Last week I fled the dim, drizzly grayness of the Northwest for the sun and springtime winds of New Mexico.  One day I left my sweet children in the care of my parents, and took a 3 1/2 hour drive to the southern most reaches of the state to visit some of my dearest friends.

The drive there was in a word glorious.  The sun burnt desert landscape stretched out on either side of an arrow straight road like two arms open in an embrace.  The brilliant and vast blue sky contrasted with reddish brown mesas and sloping hills scattered with desert brush, all framed by mountains appearing hazy blue in the distance.  I remember why I initially felt closed in and claustrophobic when we moved to Washington.  The sky and landscape are so open and vast, I could almost physically feel weight lifted off of me.  That and the brilliant sunshine and absence of hollering toddlers in the backseat...

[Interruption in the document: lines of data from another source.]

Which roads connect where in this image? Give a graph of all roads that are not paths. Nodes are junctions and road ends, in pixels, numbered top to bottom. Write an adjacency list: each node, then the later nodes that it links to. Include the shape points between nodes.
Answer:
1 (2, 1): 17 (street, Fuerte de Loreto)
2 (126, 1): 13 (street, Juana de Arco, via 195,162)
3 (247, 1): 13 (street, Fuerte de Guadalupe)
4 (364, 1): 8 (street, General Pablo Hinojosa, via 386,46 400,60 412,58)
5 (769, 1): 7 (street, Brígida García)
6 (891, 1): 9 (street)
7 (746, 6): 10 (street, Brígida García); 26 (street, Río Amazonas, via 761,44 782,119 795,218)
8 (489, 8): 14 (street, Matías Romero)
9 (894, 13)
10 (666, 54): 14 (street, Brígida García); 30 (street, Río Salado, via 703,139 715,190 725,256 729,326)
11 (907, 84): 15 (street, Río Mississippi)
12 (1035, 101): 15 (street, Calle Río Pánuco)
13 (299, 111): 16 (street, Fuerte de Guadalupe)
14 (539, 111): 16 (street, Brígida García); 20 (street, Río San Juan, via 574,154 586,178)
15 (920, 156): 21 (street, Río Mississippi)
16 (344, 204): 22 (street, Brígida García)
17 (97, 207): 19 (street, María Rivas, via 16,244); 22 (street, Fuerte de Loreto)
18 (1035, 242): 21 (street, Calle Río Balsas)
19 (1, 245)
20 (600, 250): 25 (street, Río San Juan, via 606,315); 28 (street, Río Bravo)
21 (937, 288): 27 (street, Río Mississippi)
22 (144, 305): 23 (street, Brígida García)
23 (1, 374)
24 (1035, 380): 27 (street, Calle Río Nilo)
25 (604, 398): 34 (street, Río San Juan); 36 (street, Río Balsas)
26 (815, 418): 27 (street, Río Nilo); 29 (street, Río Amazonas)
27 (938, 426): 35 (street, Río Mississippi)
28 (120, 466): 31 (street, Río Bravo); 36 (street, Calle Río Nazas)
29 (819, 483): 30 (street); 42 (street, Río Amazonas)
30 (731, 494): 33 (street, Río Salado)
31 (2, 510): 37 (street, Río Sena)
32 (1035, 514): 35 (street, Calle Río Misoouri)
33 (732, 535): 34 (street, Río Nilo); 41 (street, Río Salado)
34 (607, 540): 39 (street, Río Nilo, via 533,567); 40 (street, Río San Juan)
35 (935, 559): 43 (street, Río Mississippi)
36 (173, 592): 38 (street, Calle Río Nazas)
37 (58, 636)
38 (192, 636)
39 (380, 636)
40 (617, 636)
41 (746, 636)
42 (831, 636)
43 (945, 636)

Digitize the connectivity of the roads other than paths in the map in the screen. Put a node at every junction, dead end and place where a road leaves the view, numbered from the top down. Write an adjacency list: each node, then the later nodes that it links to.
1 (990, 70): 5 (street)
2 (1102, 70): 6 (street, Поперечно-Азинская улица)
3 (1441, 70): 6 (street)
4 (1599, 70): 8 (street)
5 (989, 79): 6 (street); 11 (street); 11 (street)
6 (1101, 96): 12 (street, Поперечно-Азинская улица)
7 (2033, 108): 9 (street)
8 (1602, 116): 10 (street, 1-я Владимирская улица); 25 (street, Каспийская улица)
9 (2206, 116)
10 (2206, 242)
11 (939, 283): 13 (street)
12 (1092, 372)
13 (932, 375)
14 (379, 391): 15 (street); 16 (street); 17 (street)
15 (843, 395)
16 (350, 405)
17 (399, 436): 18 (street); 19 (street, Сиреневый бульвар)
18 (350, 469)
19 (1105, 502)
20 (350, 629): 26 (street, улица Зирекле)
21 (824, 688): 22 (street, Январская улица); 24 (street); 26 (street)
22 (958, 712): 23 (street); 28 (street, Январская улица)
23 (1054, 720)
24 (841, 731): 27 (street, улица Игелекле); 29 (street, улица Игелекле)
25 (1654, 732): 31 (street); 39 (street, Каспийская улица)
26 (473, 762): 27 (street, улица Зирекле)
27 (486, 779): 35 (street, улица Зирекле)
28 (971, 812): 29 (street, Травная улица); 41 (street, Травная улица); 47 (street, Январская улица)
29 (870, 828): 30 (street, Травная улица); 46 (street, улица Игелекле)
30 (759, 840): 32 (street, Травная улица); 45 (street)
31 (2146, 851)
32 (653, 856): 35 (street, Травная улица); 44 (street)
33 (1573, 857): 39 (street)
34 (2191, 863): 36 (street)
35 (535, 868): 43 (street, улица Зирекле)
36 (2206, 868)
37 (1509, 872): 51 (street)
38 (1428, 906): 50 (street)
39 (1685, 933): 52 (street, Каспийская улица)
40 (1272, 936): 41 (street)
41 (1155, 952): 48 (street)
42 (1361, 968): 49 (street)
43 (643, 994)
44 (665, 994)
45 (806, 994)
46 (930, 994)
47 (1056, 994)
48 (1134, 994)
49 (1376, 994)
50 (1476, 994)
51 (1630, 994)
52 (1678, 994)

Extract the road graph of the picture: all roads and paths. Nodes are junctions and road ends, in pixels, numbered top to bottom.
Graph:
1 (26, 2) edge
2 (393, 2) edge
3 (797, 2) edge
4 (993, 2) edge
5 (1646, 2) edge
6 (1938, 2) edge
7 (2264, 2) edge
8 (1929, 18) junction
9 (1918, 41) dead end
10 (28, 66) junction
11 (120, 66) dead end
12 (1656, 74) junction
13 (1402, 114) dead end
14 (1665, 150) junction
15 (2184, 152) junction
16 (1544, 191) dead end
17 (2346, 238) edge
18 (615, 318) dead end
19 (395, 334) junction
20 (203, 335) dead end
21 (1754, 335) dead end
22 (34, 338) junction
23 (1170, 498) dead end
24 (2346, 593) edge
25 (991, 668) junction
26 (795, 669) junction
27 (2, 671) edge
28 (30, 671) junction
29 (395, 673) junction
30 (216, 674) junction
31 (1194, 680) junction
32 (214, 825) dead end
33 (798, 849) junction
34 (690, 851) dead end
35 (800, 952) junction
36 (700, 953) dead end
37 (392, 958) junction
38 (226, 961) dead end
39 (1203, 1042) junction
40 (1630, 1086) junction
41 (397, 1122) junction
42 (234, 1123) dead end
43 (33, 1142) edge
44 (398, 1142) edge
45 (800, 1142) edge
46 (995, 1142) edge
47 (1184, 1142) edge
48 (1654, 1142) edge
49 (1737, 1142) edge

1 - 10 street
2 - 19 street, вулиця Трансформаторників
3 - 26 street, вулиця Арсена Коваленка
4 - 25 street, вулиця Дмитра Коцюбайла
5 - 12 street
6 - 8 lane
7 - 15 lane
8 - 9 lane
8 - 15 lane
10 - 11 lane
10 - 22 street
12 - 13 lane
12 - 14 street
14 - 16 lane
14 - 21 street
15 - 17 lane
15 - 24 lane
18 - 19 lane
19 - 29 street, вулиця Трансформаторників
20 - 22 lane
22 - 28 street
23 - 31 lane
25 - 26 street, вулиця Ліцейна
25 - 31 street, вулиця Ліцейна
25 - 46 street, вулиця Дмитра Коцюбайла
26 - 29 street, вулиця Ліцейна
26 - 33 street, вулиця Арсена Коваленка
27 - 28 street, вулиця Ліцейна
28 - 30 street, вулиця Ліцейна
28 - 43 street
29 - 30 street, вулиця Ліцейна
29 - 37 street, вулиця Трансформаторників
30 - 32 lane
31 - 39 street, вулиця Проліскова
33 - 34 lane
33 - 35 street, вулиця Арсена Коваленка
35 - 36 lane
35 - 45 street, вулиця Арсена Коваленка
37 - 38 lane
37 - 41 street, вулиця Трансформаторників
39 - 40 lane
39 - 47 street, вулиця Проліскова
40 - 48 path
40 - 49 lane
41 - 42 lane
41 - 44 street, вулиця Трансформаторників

3 hours alone in a car surrounded by sunshine, beautiful scenery, and the soothing voice of Glen Keiser, thoughts and prayers intertwining in an easy dance. Reminiscing about the years I made that drive back and forth from college a younger, more carefree Merrily with an old brown pick up that lacked a stereo.  Maybe it was because silence forces introspection and frees prayer, but I always felt God's presence most acutely and painfully (the good kind of painful, the kind mixed with hopeful longing) on those long drives.

 If I could make that drive once a year, I think it would be all the therapy I'll ever need.

1 comment:

  1. Its amazing what a change of landscape can do, it seems like wherever we are our longings get wrapped up in them. I relate so much to this. Keep writing dear Merrily.